After finishing the first volume, I adopted a new view on history: civilization is the story of the development of human institutions. The Wikipedia definition of an institution is “any structure or mechanism of social order governing the behavior of a set of individuals within a given community,” such as constitutions, religions, and organizations. Fukuyama states that by definition, an institution creates rules that reduce human freedoms, but in doing so permit the institution to have more efficient collective action. Human history therefore contains within it a survival-of-the-fittest style contest between institutions and their version of what Thomas Hobbes called the social contract.

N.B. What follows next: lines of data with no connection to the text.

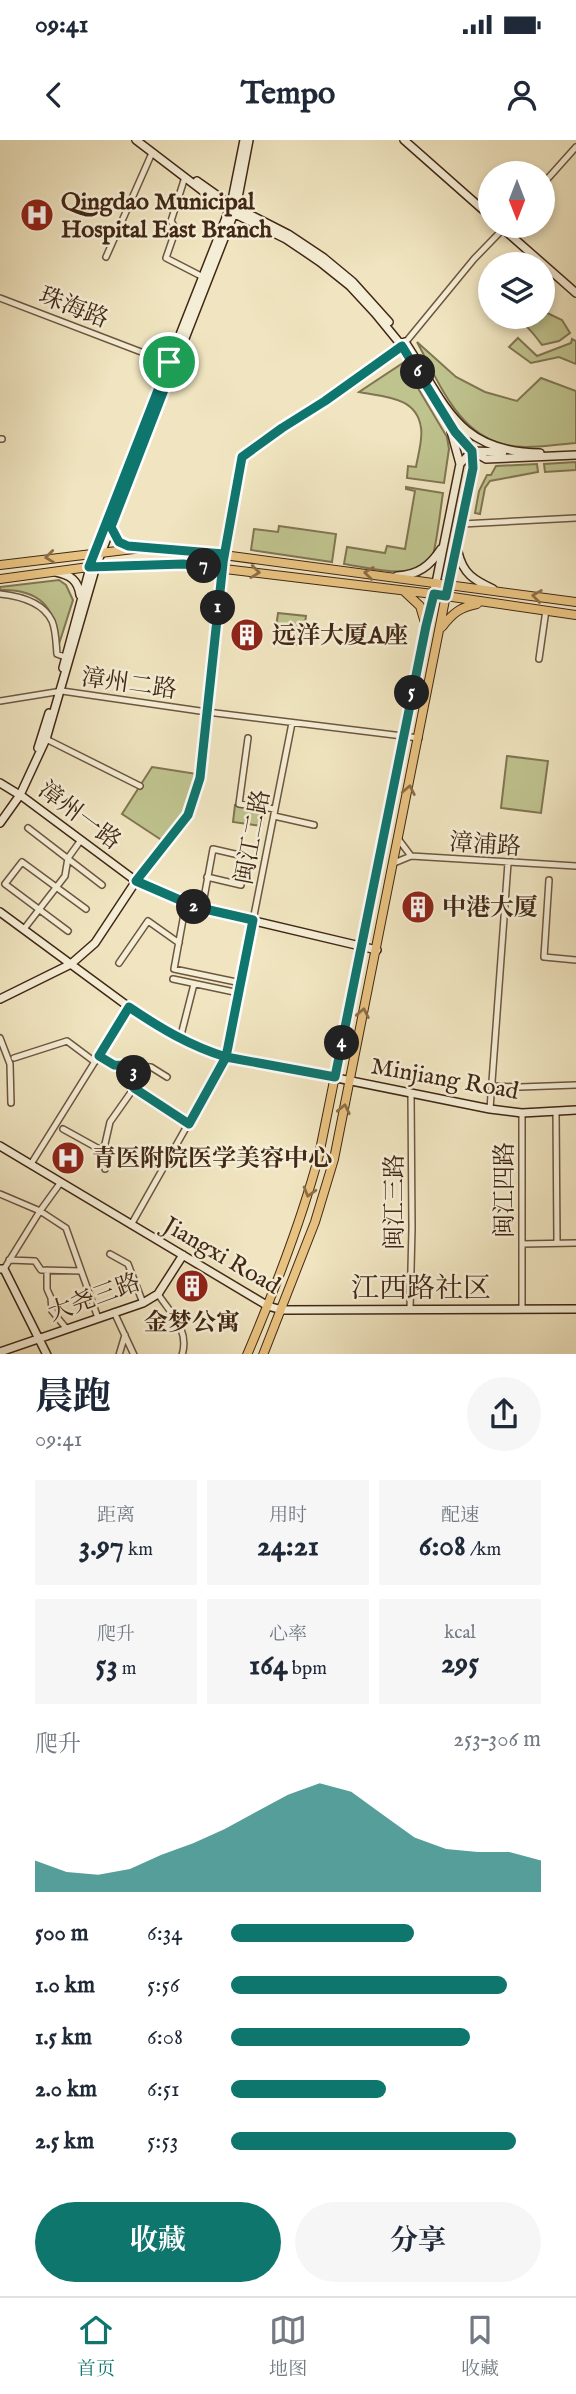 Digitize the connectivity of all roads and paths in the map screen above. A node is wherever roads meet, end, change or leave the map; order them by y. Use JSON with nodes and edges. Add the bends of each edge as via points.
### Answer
{"nodes":[{"id":1,"x":136,"y":140,"type":"edge"},
{"id":2,"x":143,"y":140,"type":"edge"},
{"id":3,"x":244,"y":140,"type":"edge"},
{"id":4,"x":249,"y":140,"type":"edge"},
{"id":5,"x":404,"y":140,"type":"edge"},
{"id":6,"x":410,"y":140,"type":"edge"},
{"id":7,"x":576,"y":147,"type":"edge"},
{"id":8,"x":152,"y":153,"type":"junction"},
{"id":9,"x":555,"y":170,"type":"edge"},
{"id":10,"x":185,"y":177,"type":"junction"},
{"id":11,"x":478,"y":200,"type":"edge"},
{"id":12,"x":478,"y":205,"type":"edge"},
{"id":13,"x":232,"y":210,"type":"junction"},
{"id":14,"x":493,"y":238,"type":"edge"},
{"id":15,"x":517,"y":238,"type":"edge"},
{"id":16,"x":518,"y":238,"type":"edge"},
{"id":17,"x":106,"y":257,"type":"dead end"},
{"id":18,"x":203,"y":277,"type":"junction"},
{"id":19,"x":576,"y":287,"type":"edge"},
{"id":20,"x":576,"y":293,"type":"edge"},
{"id":21,"x":0,"y":298,"type":"edge"},
{"id":22,"x":403,"y":345,"type":"junction"},
{"id":23,"x":172,"y":363,"type":"junction"},
{"id":24,"x":448,"y":421,"type":"junction"},
{"id":25,"x":462,"y":429,"type":"junction"},
{"id":26,"x":472,"y":451,"type":"junction"},
{"id":27,"x":511,"y":452,"type":"junction"},
{"id":28,"x":576,"y":452,"type":"edge"},
{"id":29,"x":486,"y":459,"type":"junction"},
{"id":30,"x":460,"y":464,"type":"junction"},
{"id":31,"x":473,"y":468,"type":"junction"},
{"id":32,"x":576,"y":518,"type":"edge"},
{"id":33,"x":462,"y":524,"type":"junction"},
{"id":34,"x":111,"y":527,"type":"junction"},
{"id":35,"x":443,"y":545,"type":"junction"},
{"id":36,"x":142,"y":548,"type":"junction"},
{"id":37,"x":457,"y":548,"type":"junction"},
{"id":38,"x":97,"y":553,"type":"junction"},
{"id":39,"x":224,"y":554,"type":"junction"},
{"id":40,"x":0,"y":565,"type":"edge"},
{"id":41,"x":92,"y":566,"type":"junction"},
{"id":42,"x":222,"y":568,"type":"junction"},
{"id":43,"x":52,"y":571,"type":"junction"},
{"id":44,"x":394,"y":576,"type":"junction"},
{"id":45,"x":0,"y":579,"type":"edge"},
{"id":46,"x":436,"y":583,"type":"junction"},
{"id":47,"x":448,"y":585,"type":"junction"},
{"id":48,"x":404,"y":591,"type":"junction"},
{"id":49,"x":497,"y":591,"type":"junction"},
{"id":50,"x":0,"y":594,"type":"edge"},
{"id":51,"x":434,"y":594,"type":"junction"},
{"id":52,"x":446,"y":596,"type":"junction"},
{"id":53,"x":81,"y":599,"type":"junction"},
{"id":54,"x":576,"y":602,"type":"edge"},
{"id":55,"x":485,"y":603,"type":"junction"},
{"id":56,"x":546,"y":610,"type":"junction"},
{"id":57,"x":576,"y":615,"type":"edge"},
{"id":58,"x":426,"y":626,"type":"junction"},
{"id":59,"x":440,"y":629,"type":"junction"},
{"id":60,"x":65,"y":657,"type":"junction"},
{"id":61,"x":539,"y":659,"type":"dead end"},
{"id":62,"x":59,"y":691,"type":"junction"},
{"id":63,"x":0,"y":701,"type":"edge"},
{"id":64,"x":207,"y":712,"type":"junction"},
{"id":65,"x":292,"y":723,"type":"junction"},
{"id":66,"x":404,"y":736,"type":"junction"},
{"id":67,"x":46,"y":738,"type":"junction"},
{"id":68,"x":248,"y":738,"type":"dead end"},
{"id":69,"x":419,"y":738,"type":"junction"},
{"id":70,"x":0,"y":783,"type":"edge"},
{"id":71,"x":140,"y":786,"type":"dead end"},
{"id":72,"x":18,"y":794,"type":"junction"},
{"id":73,"x":275,"y":813,"type":"junction"},
{"id":74,"x":0,"y":816,"type":"edge"},
{"id":75,"x":0,"y":823,"type":"edge"},
{"id":76,"x":314,"y":825,"type":"dead end"},
{"id":77,"x":28,"y":828,"type":"dead end"},
{"id":78,"x":81,"y":840,"type":"junction"},
{"id":79,"x":398,"y":840,"type":"junction"},
{"id":80,"x":239,"y":855,"type":"dead end"},
{"id":81,"x":411,"y":856,"type":"junction"},
{"id":82,"x":68,"y":858,"type":"junction"},
{"id":83,"x":394,"y":863,"type":"junction"},
{"id":84,"x":508,"y":863,"type":"junction"},
{"id":85,"x":576,"y":866,"type":"edge"},
{"id":86,"x":208,"y":877,"type":"junction"},
{"id":87,"x":549,"y":880,"type":"dead end"},
{"id":88,"x":136,"y":881,"type":"junction"},
{"id":89,"x":102,"y":885,"type":"dead end"},
{"id":90,"x":241,"y":885,"type":"dead end"},
{"id":91,"x":57,"y":886,"type":"junction"},
{"id":92,"x":186,"y":903,"type":"junction"},
{"id":93,"x":86,"y":909,"type":"dead end"},
{"id":94,"x":202,"y":909,"type":"junction"},
{"id":95,"x":39,"y":910,"type":"junction"},
{"id":96,"x":0,"y":912,"type":"edge"},
{"id":97,"x":253,"y":920,"type":"junction"},
{"id":98,"x":24,"y":929,"type":"junction"},
{"id":99,"x":68,"y":930,"type":"dead end"},
{"id":100,"x":179,"y":943,"type":"junction"},
{"id":101,"x":362,"y":946,"type":"junction"},
{"id":102,"x":377,"y":950,"type":"junction"},
{"id":103,"x":576,"y":960,"type":"edge"},
{"id":104,"x":119,"y":963,"type":"dead end"},
{"id":105,"x":71,"y":964,"type":"junction"},
{"id":106,"x":173,"y":979,"type":"dead end"},
{"id":107,"x":241,"y":983,"type":"junction"},
{"id":108,"x":194,"y":984,"type":"junction"},
{"id":109,"x":239,"y":993,"type":"junction"},
{"id":110,"x":0,"y":999,"type":"edge"},
{"id":111,"x":129,"y":1007,"type":"junction"},
{"id":112,"x":0,"y":1038,"type":"edge"},
{"id":113,"x":180,"y":1040,"type":"junction"},
{"id":114,"x":99,"y":1056,"type":"junction"},
{"id":115,"x":226,"y":1057,"type":"junction"},
{"id":116,"x":14,"y":1058,"type":"dead end"},
{"id":117,"x":95,"y":1062,"type":"junction"},
{"id":118,"x":134,"y":1066,"type":"junction"},
{"id":119,"x":167,"y":1077,"type":"dead end"},
{"id":120,"x":335,"y":1077,"type":"junction"},
{"id":121,"x":350,"y":1080,"type":"junction"},
{"id":122,"x":576,"y":1085,"type":"edge"},
{"id":123,"x":492,"y":1086,"type":"junction"},
{"id":124,"x":134,"y":1088,"type":"junction"},
{"id":125,"x":411,"y":1094,"type":"junction"},
{"id":126,"x":11,"y":1103,"type":"dead end"},
{"id":127,"x":490,"y":1109,"type":"junction"},
{"id":128,"x":576,"y":1110,"type":"edge"},
{"id":129,"x":556,"y":1111,"type":"junction"},
{"id":130,"x":522,"y":1113,"type":"junction"},
{"id":131,"x":189,"y":1124,"type":"junction"},
{"id":132,"x":63,"y":1129,"type":"dead end"},
{"id":133,"x":0,"y":1146,"type":"edge"},
{"id":134,"x":101,"y":1150,"type":"junction"},
{"id":135,"x":31,"y":1164,"type":"junction"},
{"id":136,"x":105,"y":1170,"type":"dead end"},
{"id":137,"x":61,"y":1182,"type":"junction"},
{"id":138,"x":0,"y":1194,"type":"edge"},
{"id":139,"x":40,"y":1211,"type":"junction"},
{"id":140,"x":131,"y":1225,"type":"junction"},
{"id":141,"x":557,"y":1243,"type":"junction"},
{"id":142,"x":576,"y":1243,"type":"edge"},
{"id":143,"x":522,"y":1244,"type":"junction"},
{"id":144,"x":110,"y":1254,"type":"dead end"},
{"id":145,"x":183,"y":1255,"type":"junction"},
{"id":146,"x":9,"y":1260,"type":"junction"},
{"id":147,"x":2,"y":1269,"type":"edge"},
{"id":148,"x":47,"y":1270,"type":"junction"},
{"id":149,"x":81,"y":1271,"type":"junction"},
{"id":150,"x":158,"y":1294,"type":"junction"},
{"id":151,"x":143,"y":1303,"type":"junction"},
{"id":152,"x":268,"y":1306,"type":"junction"},
{"id":153,"x":522,"y":1309,"type":"junction"},
{"id":154,"x":576,"y":1309,"type":"edge"},
{"id":155,"x":282,"y":1310,"type":"junction"},
{"id":156,"x":410,"y":1310,"type":"junction"},
{"id":157,"x":114,"y":1312,"type":"junction"},
{"id":158,"x":97,"y":1318,"type":"junction"},
{"id":159,"x":66,"y":1328,"type":"junction"},
{"id":160,"x":125,"y":1335,"type":"junction"},
{"id":161,"x":37,"y":1338,"type":"junction"},
{"id":162,"x":0,"y":1352,"type":"edge"},
{"id":163,"x":47,"y":1354,"type":"edge"},
{"id":164,"x":119,"y":1354,"type":"edge"},
{"id":165,"x":134,"y":1354,"type":"edge"},
{"id":166,"x":182,"y":1354,"type":"edge"},
{"id":167,"x":247,"y":1354,"type":"edge"},
{"id":168,"x":263,"y":1354,"type":"edge"}],
"edges":[{"from":1,"to":8,"type":"main road"},
{"from":2,"to":13,"type":"main road"},
{"from":3,"to":13,"type":"main road"},
{"from":4,"to":13,"type":"main road"},
{"from":5,"to":12,"type":"main road"},
{"from":6,"to":11,"type":"main road"},
{"from":7,"to":9,"type":"street"},
{"from":8,"to":10,"type":"main road"},
{"from":8,"to":17,"type":"street"},
{"from":10,"to":13,"type":"main road"},
{"from":10,"to":18,"type":"street","via":[[171,221],[176,229],[166,258]]},
{"from":13,"to":18,"type":"main road"},
{"from":13,"to":22,"type":"main road","via":[[288,234],[324,258],[366,295]]},
{"from":13,"to":23,"type":"main road"},
{"from":14,"to":22,"type":"street"},
{"from":15,"to":20,"type":"main road"},
{"from":16,"to":19,"type":"main road"},
{"from":18,"to":23,"type":"main road"},
{"from":21,"to":23,"type":"street","name":"珠海路"},
{"from":22,"to":24,"type":"main road"},
{"from":22,"to":25,"type":"main road"},
{"from":22,"to":39,"type":"street","via":[[242,457]]},
{"from":23,"to":34,"type":"main road"},
{"from":23,"to":38,"type":"main road"},
{"from":24,"to":26,"type":"main road"},
{"from":24,"to":30,"type":"main road"},
{"from":25,"to":26,"type":"main road"},
{"from":25,"to":27,"type":"main road"},
{"from":26,"to":27,"type":"main road"},
{"from":26,"to":29,"type":"main road"},
{"from":26,"to":30,"type":"main road"},
{"from":26,"to":31,"type":"main road"},
{"from":27,"to":28,"type":"main road"},
{"from":28,"to":29,"type":"main road"},
{"from":29,"to":31,"type":"main road"},
{"from":30,"to":35,"type":"main road"},
{"from":31,"to":33,"type":"main road"},
{"from":32,"to":33,"type":"street"},
{"from":33,"to":37,"type":"main road"},
{"from":34,"to":36,"type":"main road","via":[[119,542]]},
{"from":34,"to":38,"type":"main road"},
{"from":35,"to":44,"type":"main road","via":[[422,569]]},
{"from":35,"to":46,"type":"main road"},
{"from":36,"to":38,"type":"main road"},
{"from":36,"to":39,"type":"main road"},
{"from":37,"to":47,"type":"main road"},
{"from":37,"to":49,"type":"main road","via":[[470,577]]},
{"from":38,"to":40,"type":"main road","one_way":true},
{"from":38,"to":41,"type":"main road"},
{"from":39,"to":42,"type":"street"},
{"from":44,"to":39,"type":"main road","one_way":true},
{"from":41,"to":42,"type":"main road"},
{"from":41,"to":43,"type":"main road"},
{"from":41,"to":53,"type":"main road"},
{"from":41,"to":62,"type":"main road"},
{"from":42,"to":48,"type":"main road","one_way":true},
{"from":42,"to":64,"type":"street"},
{"from":43,"to":45,"type":"main road"},
{"from":43,"to":53,"type":"main road","via":[[72,578]]},
{"from":44,"to":46,"type":"main road"},
{"from":46,"to":47,"type":"main road"},
{"from":46,"to":51,"type":"main road"},
{"from":47,"to":49,"type":"main road"},
{"from":47,"to":52,"type":"main road"},
{"from":48,"to":51,"type":"main road"},
{"from":48,"to":58,"type":"main road","via":[[419,606]]},
{"from":54,"to":49,"type":"main road","one_way":true},
{"from":50,"to":60,"type":"street","via":[[21,597],[43,608],[53,622],[57,654]]},
{"from":51,"to":52,"type":"main road"},
{"from":51,"to":58,"type":"main road"},
{"from":52,"to":55,"type":"main road"},
{"from":52,"to":59,"type":"main road"},
{"from":53,"to":60,"type":"main road"},
{"from":55,"to":56,"type":"main road"},
{"from":55,"to":59,"type":"main road","via":[[456,611]]},
{"from":56,"to":57,"type":"main road"},
{"from":56,"to":61,"type":"street"},
{"from":58,"to":66,"type":"main road"},
{"from":59,"to":69,"type":"main road"},
{"from":60,"to":62,"type":"main road"},
{"from":62,"to":63,"type":"street","name":"漳州二路"},
{"from":62,"to":64,"type":"street","name":"漳州二路"},
{"from":62,"to":67,"type":"main road"},
{"from":62,"to":72,"type":"main road"},
{"from":64,"to":65,"type":"street","name":"漳州二路"},
{"from":64,"to":88,"type":"street","via":[[200,778],[188,815]]},
{"from":65,"to":66,"type":"street","name":"漳州二路"},
{"from":65,"to":73,"type":"street","name":"闽江二路"},
{"from":66,"to":69,"type":"street","name":"漳州二路"},
{"from":66,"to":101,"type":"main road"},
{"from":67,"to":71,"type":"street"},
{"from":67,"to":72,"type":"main road"},
{"from":68,"to":73,"type":"street","via":[[239,804]]},
{"from":79,"to":69,"type":"main road","one_way":true},
{"from":70,"to":72,"type":"main road","name":"漳州一路"},
{"from":72,"to":74,"type":"main road"},
{"from":72,"to":75,"type":"main road"},
{"from":72,"to":78,"type":"main road","name":"漳州一路"},
{"from":73,"to":76,"type":"street"},
{"from":73,"to":97,"type":"street","name":"闽江二路"},
{"from":77,"to":82,"type":"street"},
{"from":78,"to":82,"type":"street"},
{"from":78,"to":88,"type":"main road","name":"漳州一路"},
{"from":79,"to":81,"type":"street"},
{"from":79,"to":83,"type":"main road"},
{"from":80,"to":86,"type":"street","via":[[213,849]]},
{"from":81,"to":83,"type":"street"},
{"from":81,"to":84,"type":"street","name":"漳浦路"},
{"from":82,"to":89,"type":"street"},
{"from":82,"to":91,"type":"street","via":[[65,876]]},
{"from":83,"to":102,"type":"main road"},
{"from":84,"to":85,"type":"street","name":"漳浦路"},
{"from":84,"to":123,"type":"street"},
{"from":86,"to":90,"type":"street"},
{"from":86,"to":94,"type":"street"},
{"from":87,"to":103,"type":"street","via":[[544,957]]},
{"from":88,"to":92,"type":"main road","name":"漳州一路"},
{"from":88,"to":105,"type":"main road","via":[[95,943]]},
{"from":91,"to":93,"type":"street"},
{"from":91,"to":95,"type":"street"},
{"from":91,"to":95,"type":"street","via":[[22,862],[5,884]]},
{"from":92,"to":94,"type":"main road","name":"漳州一路"},
{"from":92,"to":100,"type":"street"},
{"from":94,"to":97,"type":"main road","name":"漳州一路"},
{"from":95,"to":98,"type":"street"},
{"from":95,"to":99,"type":"street"},
{"from":96,"to":98,"type":"main road","name":"Minjiang Road"},
{"from":97,"to":101,"type":"main road","name":"漳州一路"},
{"from":97,"to":107,"type":"street","name":"闽江二路"},
{"from":98,"to":105,"type":"main road","name":"Minjiang Road"},
{"from":100,"to":104,"type":"street","via":[[148,921]]},
{"from":100,"to":107,"type":"street","via":[[174,969]]},
{"from":101,"to":102,"type":"main road","name":"漳州一路"},
{"from":101,"to":120,"type":"main road"},
{"from":121,"to":102,"type":"main road","one_way":true},
{"from":105,"to":110,"type":"main road"},
{"from":105,"to":111,"type":"main road","name":"Minjiang Road"},
{"from":106,"to":108,"type":"street"},
{"from":107,"to":109,"type":"street","name":"闽江二路"},
{"from":108,"to":109,"type":"street"},
{"from":108,"to":113,"type":"street"},
{"from":109,"to":115,"type":"street","name":"闽江二路"},
{"from":111,"to":113,"type":"main road","name":"Minjiang Road"},
{"from":111,"to":114,"type":"street"},
{"from":112,"to":126,"type":"street","via":[[9,1065]]},
{"from":113,"to":115,"type":"main road","name":"Minjiang Road"},
{"from":114,"to":117,"type":"street"},
{"from":114,"to":118,"type":"street","via":[[114,1065]]},
{"from":115,"to":120,"type":"main road","name":"Minjiang Road"},
{"from":115,"to":131,"type":"street","name":"闽江二路"},
{"from":116,"to":117,"type":"street","via":[[66,1041]]},
{"from":117,"to":135,"type":"street"},
{"from":118,"to":119,"type":"street"},
{"from":118,"to":124,"type":"street"},
{"from":120,"to":121,"type":"main road","name":"Minjiang Road"},
{"from":120,"to":152,"type":"main road","one_way":true,"via":[[307,1200]]},
{"from":121,"to":125,"type":"main road","name":"Minjiang Road"},
{"from":155,"to":121,"type":"main road","one_way":true,"via":[[325,1191]]},
{"from":122,"to":123,"type":"street"},
{"from":123,"to":127,"type":"street"},
{"from":124,"to":131,"type":"street"},
{"from":124,"to":134,"type":"street","via":[[110,1122]]},
{"from":125,"to":127,"type":"main road","name":"Minjiang Road"},
{"from":125,"to":156,"type":"street","name":"闽江三路"},
{"from":127,"to":130,"type":"main road","name":"Minjiang Road"},
{"from":128,"to":129,"type":"main road","name":"Minjiang Road"},
{"from":129,"to":130,"type":"main road","name":"Minjiang Road"},
{"from":129,"to":141,"type":"street"},
{"from":130,"to":143,"type":"street","name":"闽江四路"},
{"from":131,"to":140,"type":"street","name":"闽江二路"},
{"from":132,"to":134,"type":"street"},
{"from":133,"to":135,"type":"main road","name":"Jiangxi Road"},
{"from":134,"to":136,"type":"street"},
{"from":135,"to":137,"type":"main road","name":"Jiangxi Road"},
{"from":137,"to":139,"type":"street"},
{"from":137,"to":140,"type":"main road","name":"Jiangxi Road"},
{"from":138,"to":139,"type":"street"},
{"from":139,"to":146,"type":"street"},
{"from":139,"to":149,"type":"street","via":[[66,1228]]},
{"from":140,"to":145,"type":"main road","name":"Jiangxi Road"},
{"from":141,"to":142,"type":"street"},
{"from":141,"to":143,"type":"street"},
{"from":143,"to":153,"type":"street","name":"闽江四路"},
{"from":144,"to":151,"type":"street","via":[[128,1264]]},
{"from":145,"to":150,"type":"main road","name":"大尧三路"},
{"from":145,"to":152,"type":"main road","name":"Jiangxi Road"},
{"from":146,"to":147,"type":"street"},
{"from":146,"to":148,"type":"street","via":[[35,1261],[41,1270]]},
{"from":147,"to":161,"type":"main road"},
{"from":148,"to":149,"type":"street"},
{"from":148,"to":159,"type":"street","via":[[52,1311]]},
{"from":149,"to":158,"type":"street"},
{"from":150,"to":151,"type":"main road","name":"大尧三路"},
{"from":150,"to":166,"type":"street","via":[[184,1333]]},
{"from":151,"to":157,"type":"main road","name":"大尧三路"},
{"from":152,"to":155,"type":"main road","name":"Jiangxi Road"},
{"from":152,"to":167,"type":"main road"},
{"from":153,"to":154,"type":"main road","name":"Jiangxi Road"},
{"from":153,"to":156,"type":"main road","name":"Jiangxi Road"},
{"from":155,"to":156,"type":"main road","name":"Jiangxi Road"},
{"from":155,"to":168,"type":"main road"},
{"from":157,"to":158,"type":"main road","name":"大尧三路"},
{"from":157,"to":160,"type":"street"},
{"from":158,"to":159,"type":"main road","name":"大尧三路"},
{"from":159,"to":161,"type":"main road","name":"大尧三路"},
{"from":160,"to":164,"type":"street"},
{"from":160,"to":165,"type":"street"},
{"from":161,"to":162,"type":"main road","name":"大尧三路"},
{"from":161,"to":163,"type":"main road"}]}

The next logical question is, where is the evolution of institutions going? The world around the year 200 BC might have suggested that centralized governments are the strongest institutions, and they will naturally grow until the world is comprised of only a few or even one incredibly powerful institution. At the time, Rome dominated Europe and the Qin dynasty dominated Asia. However, history has now given us repeated examples of mega-institutions fracturing: Europe after Rome, the Soviet Union in the late 20th century, Christianity today, Islam today, Gran Colombia, just to name a handful from this long list.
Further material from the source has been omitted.